Obviously, doing the same operation with a Faust would need to compute the full array (Faust.toarray()) which is an operation to avoid to spare calculation time. That's why this operation is not implemeted in pyfaust, but you can write it very quickly if needed (it is as simple as F.toarray()[I,J]).
So now, let's explain why the error suggests to use rather F[I][:, J] instead of F[I, J] whereas they are not the same operation at all.
The reason is because of Matlab! In Matlab M(I, J), with M a matrix, doesn't mean the same thing as in Python. It actually means to return the submatrix of M composed of the rows of M indexed in I (in the same order) and to keep in those rows only the entries whose the columns are indexed in J (in the same order again). More formally if subM = M(I, J) then subM is a matrix of size N = numel(I) x P = numel(J) such that for every pair (i,j) in {1, ..., N} x {1, ..., M}, subM(i, j) == M(I(i), J(j)).

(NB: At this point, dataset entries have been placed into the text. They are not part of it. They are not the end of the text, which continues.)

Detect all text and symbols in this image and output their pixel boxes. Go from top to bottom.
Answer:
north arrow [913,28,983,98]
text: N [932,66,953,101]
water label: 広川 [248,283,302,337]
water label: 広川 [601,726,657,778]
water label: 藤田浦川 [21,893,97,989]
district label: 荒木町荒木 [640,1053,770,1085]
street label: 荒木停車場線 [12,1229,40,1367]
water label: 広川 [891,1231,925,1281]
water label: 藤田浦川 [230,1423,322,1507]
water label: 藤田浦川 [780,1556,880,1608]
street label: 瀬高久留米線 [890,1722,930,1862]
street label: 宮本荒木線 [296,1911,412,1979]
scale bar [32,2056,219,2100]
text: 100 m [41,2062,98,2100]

Back to numpy, you can write this Matlab way of indexing with the simple expression F[I][: J] which is totally feasible on a Faust, without having to compute the full array. Hence the error suggests to do that in case the user would confuse the semantics of Matlab (Faust-compatible) and Python (not Faust-compatible). In short, that's just an hint for using a supported operation which is near from an unsupported operation.